Un gruppo di scienziati ha recentemente individuato una serie di antichi virus, rimasti congelati in due campioni di ghiaccio presi dall’altopiano tibetano in Cina, e la maggior parte di essi sarebbero “diversi da qualsiasi cosa mai vista prima“.
Le scoperte, pubblicate mercoledì sulla rivista Microbiome, provengono da campioni di ghiaccio estratti nel 2015 che, secondo gli scienziati, hanno iniziato a congelare almeno 14.400 anni fa.
“Questi ghiacciai si sono formati gradualmente, e, insieme a polvere e gas, molti virus sono stati depositati al loro interno“, ha detto Zhi-Ping Zhong, autore principale e ricercatore presso l’Ohio State University Byrd Polar and Climate Research Center, in una recente dichiarazione. “I ghiacciai della Cina occidentale non sono ancora stati studiati a sufficienza, il nostro obiettivo è quello di utilizzare queste informazioni per analizzare gli ambienti del passato. E i virus sono ovviamente una parte importantissima di quegli ambienti“.
Quando i ricercatori hanno analizzato il ghiaccio, hanno trovato le sequenze genetiche di 33 virus. Di questi 33, i codici genetici di cinque di essi fanno parte di famiglie di virus già note, che tipicamente infettano i batteri. Gli altri 28, invece, non erano mai stati identificati prima.

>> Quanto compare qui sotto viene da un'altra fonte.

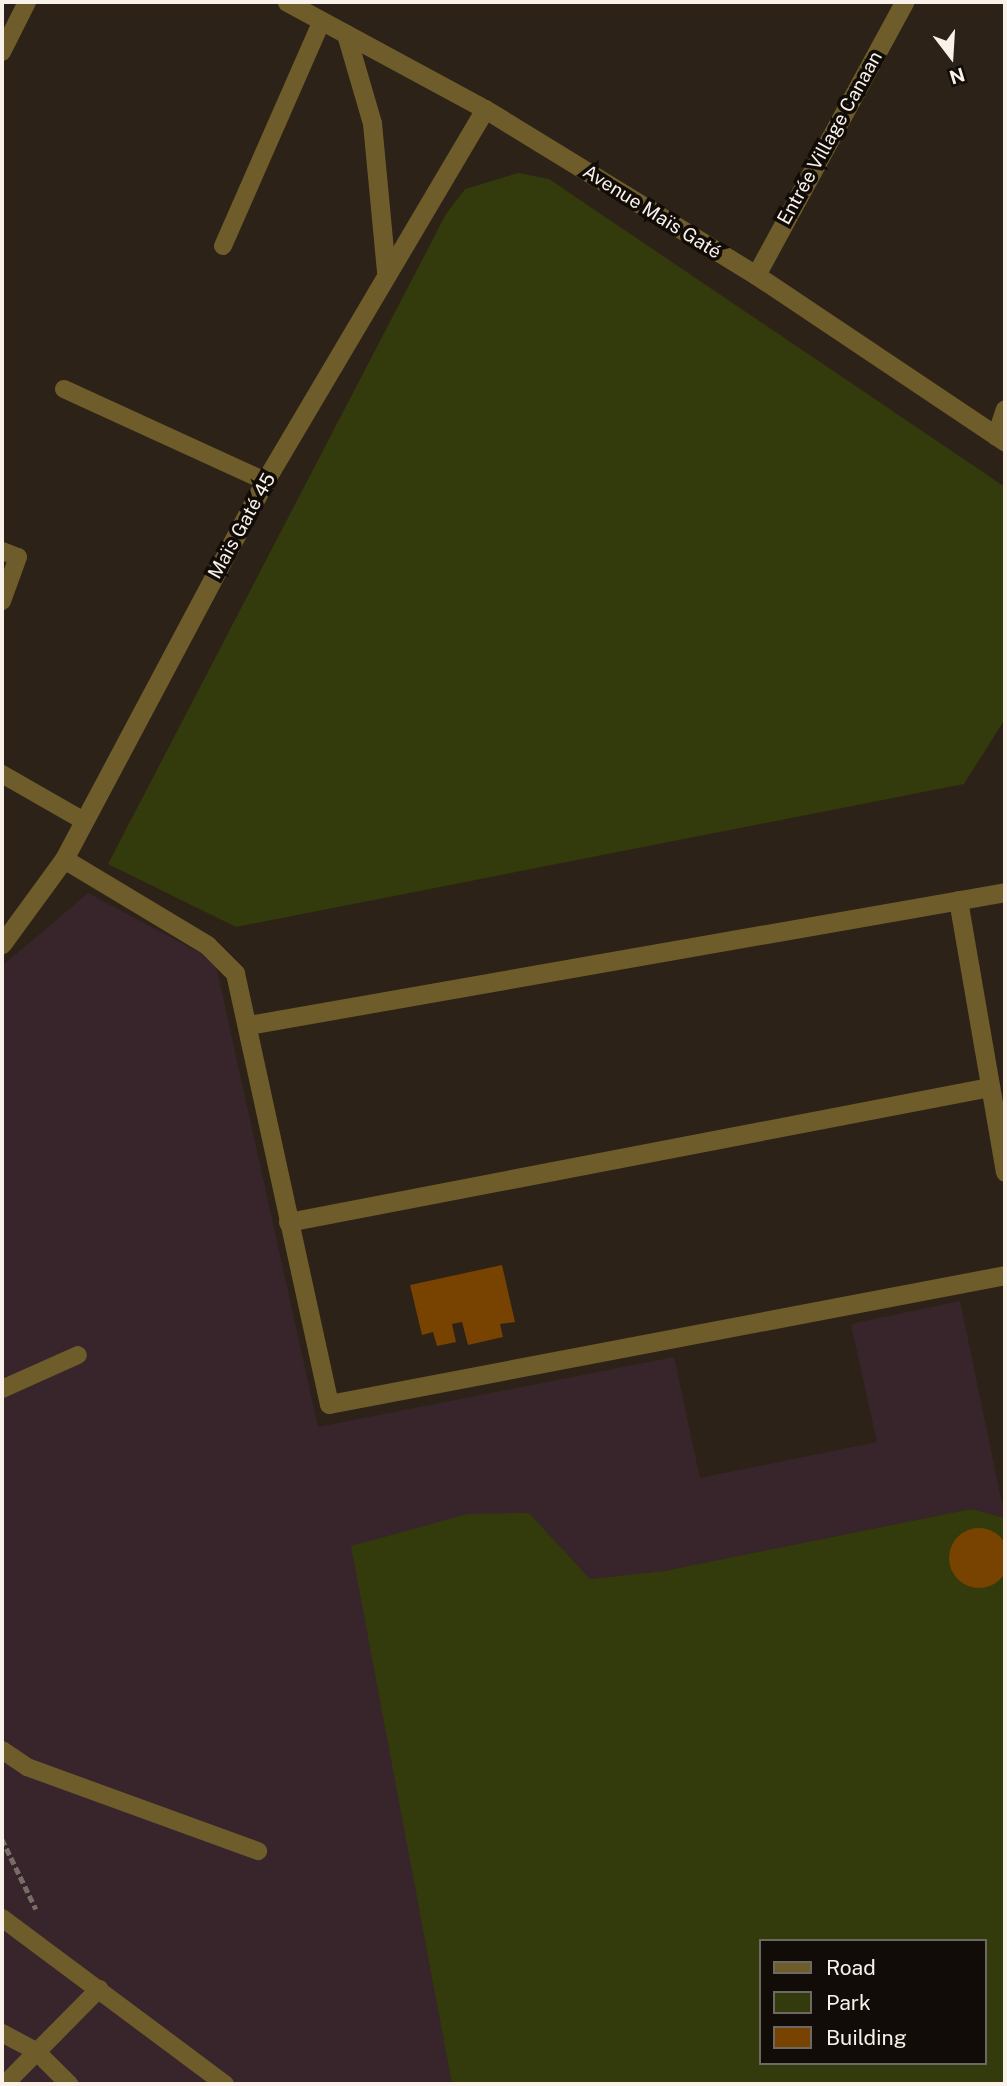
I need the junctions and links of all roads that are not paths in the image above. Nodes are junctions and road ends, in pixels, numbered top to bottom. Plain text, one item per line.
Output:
1 (27, 2) edge
2 (287, 2) edge
3 (904, 2) edge
4 (321, 20) junction
5 (346, 34) junction
6 (2, 52) edge
7 (485, 109) junction
8 (223, 246) dead end
9 (386, 272) junction
10 (755, 275) junction
11 (64, 389) dead end
12 (1005, 409) edge
13 (1001, 439) edge
14 (265, 481) junction
15 (2, 551) edge
16 (2, 601) edge
17 (2, 774) edge
18 (84, 821) junction
19 (64, 859) junction
20 (1005, 892) edge
21 (958, 901) junction
22 (2, 944) edge
23 (248, 1025) junction
24 (990, 1087) junction
25 (1005, 1172) edge
26 (288, 1222) junction
27 (1005, 1275) edge
28 (78, 1355) dead end
29 (2, 1389) edge
30 (2, 1750) edge
31 (258, 1851) dead end
32 (2, 1918) edge
33 (99, 1989) junction
34 (2, 2033) edge
35 (36, 2051) junction
36 (5, 2084) edge
37 (69, 2084) edge
38 (225, 2084) edge

1 - 6 lane
2 - 4 street, Avenue Maïs Gaté
3 - 10 street, Entrée Village Canaan
4 - 5 street, Avenue Maïs Gaté
4 - 8 lane
5 - 7 street, Avenue Maïs Gaté
5 - 9 street
7 - 9 street, Maïs Gaté 45
7 - 10 street, Avenue Maïs Gaté
9 - 14 street, Maïs Gaté 45
10 - 13 street, Avenue Maïs Gaté
11 - 14 lane
12 - 13 street
14 - 18 street, Maïs Gaté 45
15 - 16 lane
17 - 18 lane
18 - 19 street, Maïs Gaté 45
19 - 22 street, Maïs Gaté 45
19 - 23 street
20 - 21 street
21 - 23 street
21 - 24 street
23 - 26 street
24 - 25 street
24 - 26 street
26 - 27 street
28 - 29 lane
30 - 31 lane
32 - 33 lane
33 - 35 lane
33 - 38 lane
34 - 35 lane
35 - 36 lane
35 - 37 lane

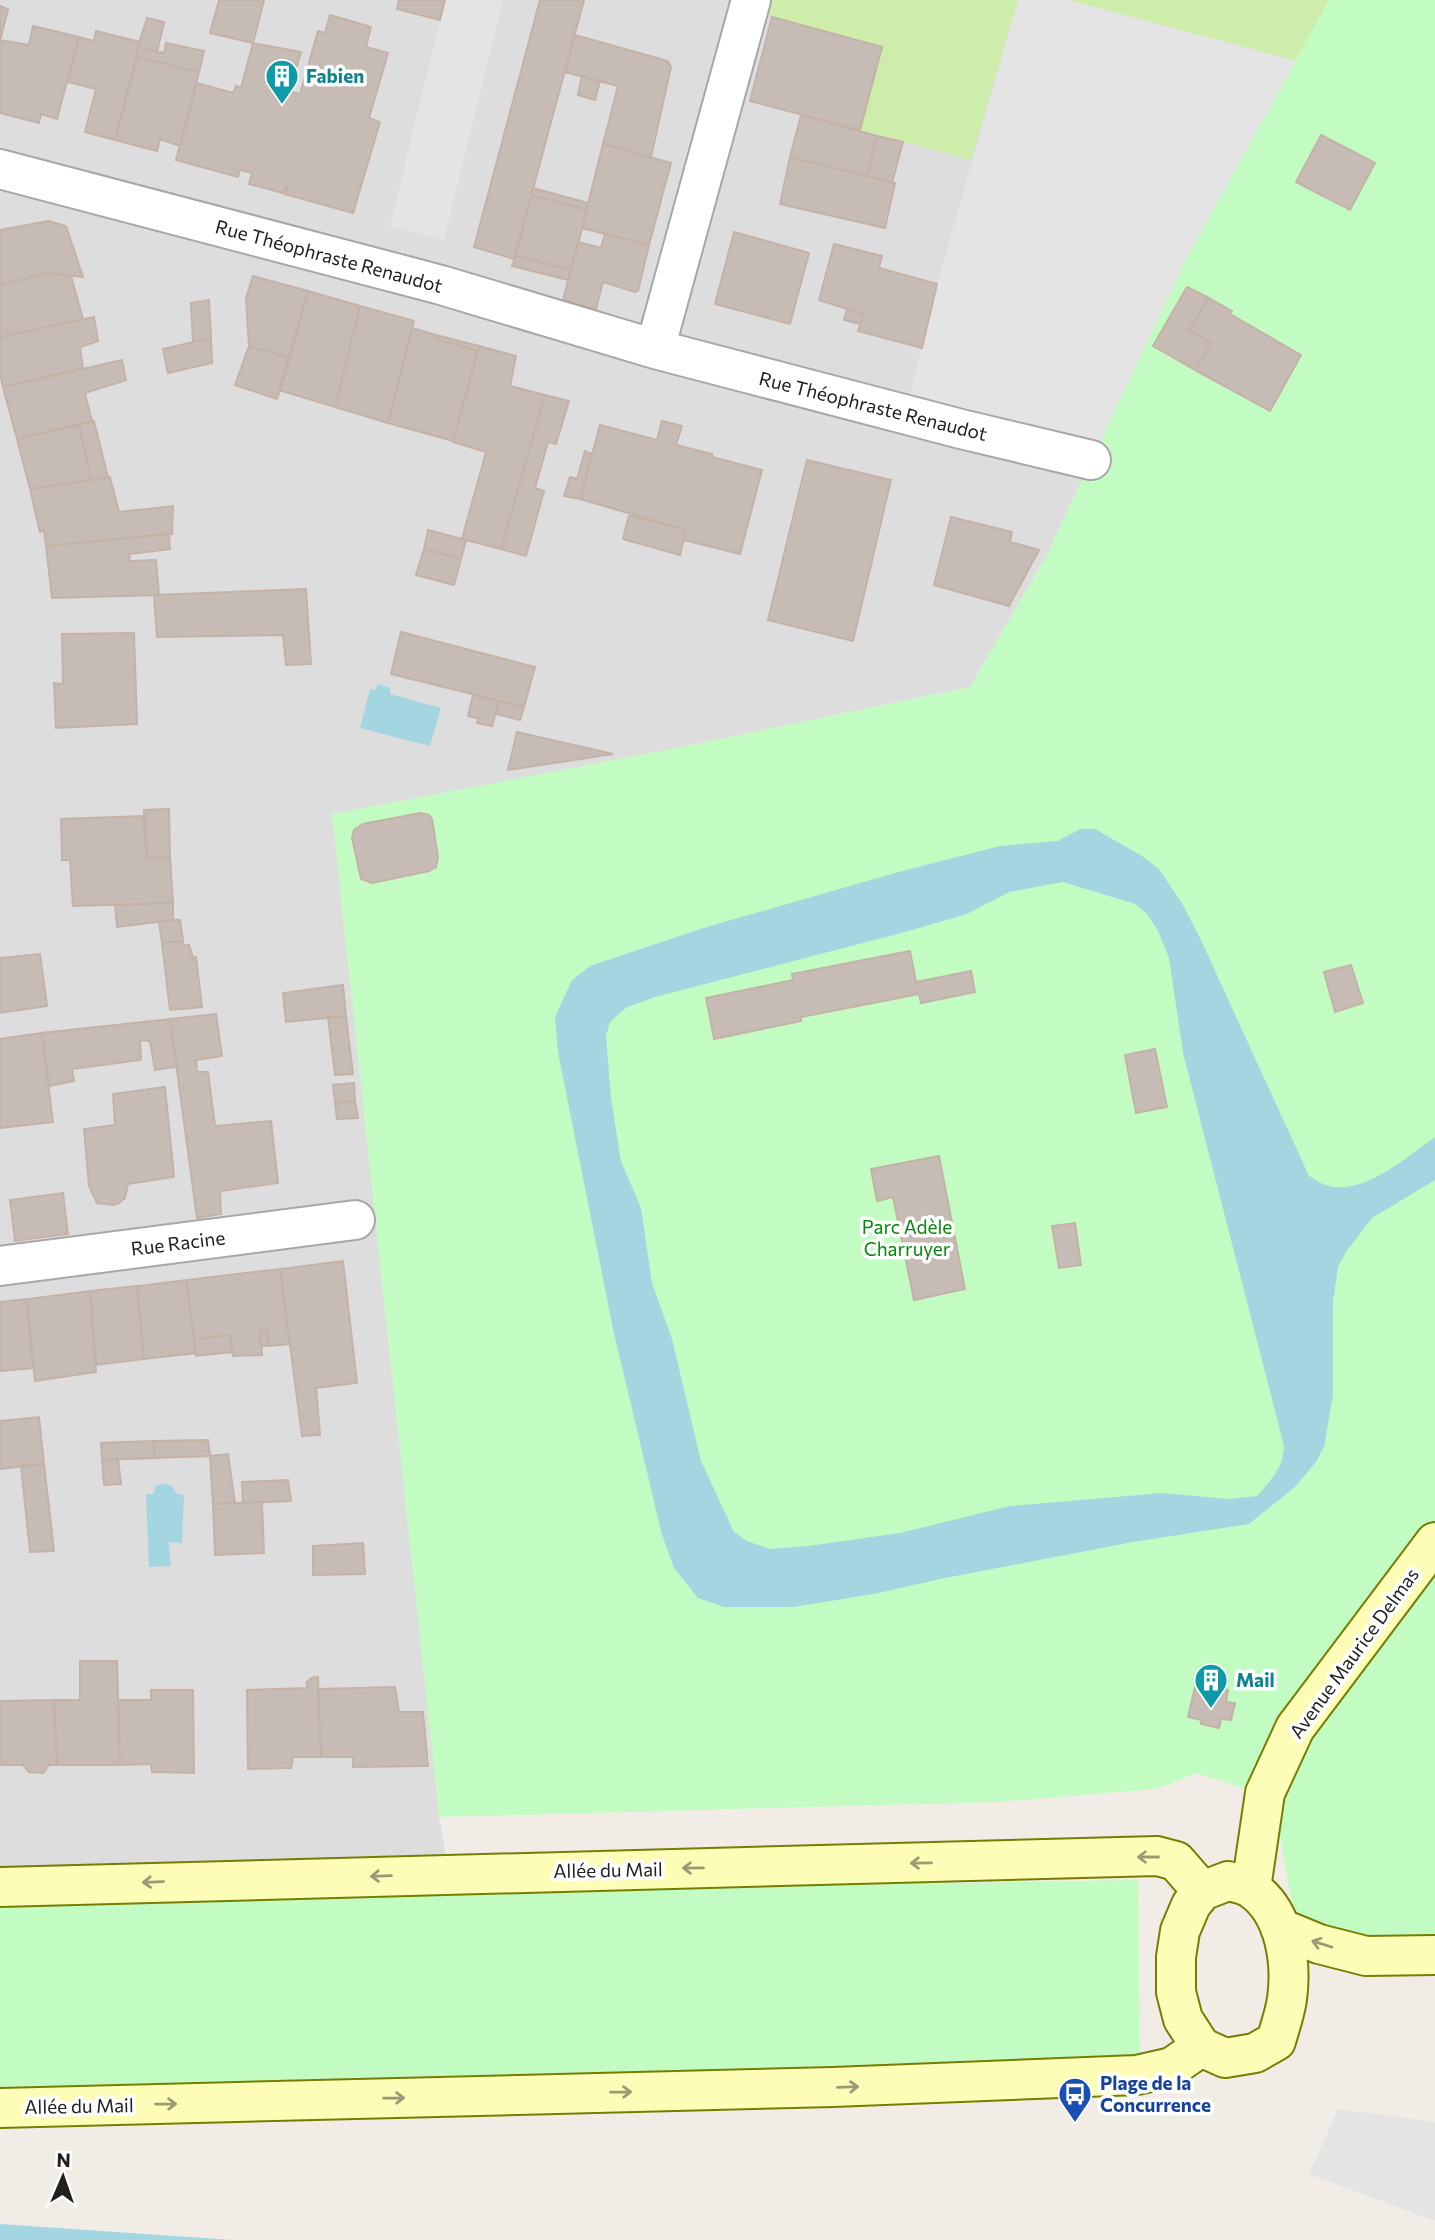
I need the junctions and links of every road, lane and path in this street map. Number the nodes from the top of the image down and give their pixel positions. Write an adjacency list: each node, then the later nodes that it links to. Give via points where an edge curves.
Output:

Il gruppo di ricerca non crede che questi virus abbiano avuto origine da animali o esseri umani, ritenendo piuttosto che provengano dal suolo o dalle piante.
“Questi sono virus che avrebbero sicuramente prosperato in ambienti estremi“, sostiene Matthew Sullivan, co-autore dello studio e direttore del Centro di Scienza del Microbioma della Ohio State University. “Questi virus hanno firme di geni che li aiutano a infettare le cellule in ambienti freddi, e si tratta di un elemento chiave, che ha consentito loro di sopravvivere in condizioni a dir poco estreme“.
Sullivan ha concluso dicendo che la tecnologia utilizzata per studiare i microbi e i virus all’interno dei ghiacci terrestri potrebbe portare a nuove tecniche per cercare sequenze genetiche simili in altri ambienti estremi, come ad esempio su Marte.
Un terzo co-autore dello studio, il Dottor Lonnie Thompson, ha aggiunto che tale scoperta aiuterà i ricercatori a capire esattamente il modo in cui alcune forme di vita rispondono e si adattano ai cambiamenti climatici.
“Sappiamo molto poco di virus e microbi in questi ambienti estremi“, ha osservato Thompson. “è estremamente importante comprendere e documentare questi aspetti del nostro ecosistema, a noi ancora sconosciuti“.
Ovviamente la scoperta non ha fatto altro che amplificare e rinvigorire i recenti dibattiti in materia di cambiamento climatico. Il timore che lo scioglimento del permafrost possa portare alla riemersione di ceppi virali finora rimasti sconosciuti domina già da qualche anno le pubblicazioni in materia.
Quanto accaduto negli ultimi anni in luoghi come la Siberia o le regioni estreme del Canada, con ritrovamenti di animali rimasti perfettamente conservati nei ghiacci per decine di migliaia di anni, sta sempre più dando l’input a chi ritiene indispensabile un’azione coordinata a livello globale per evitare conseguenze nefaste.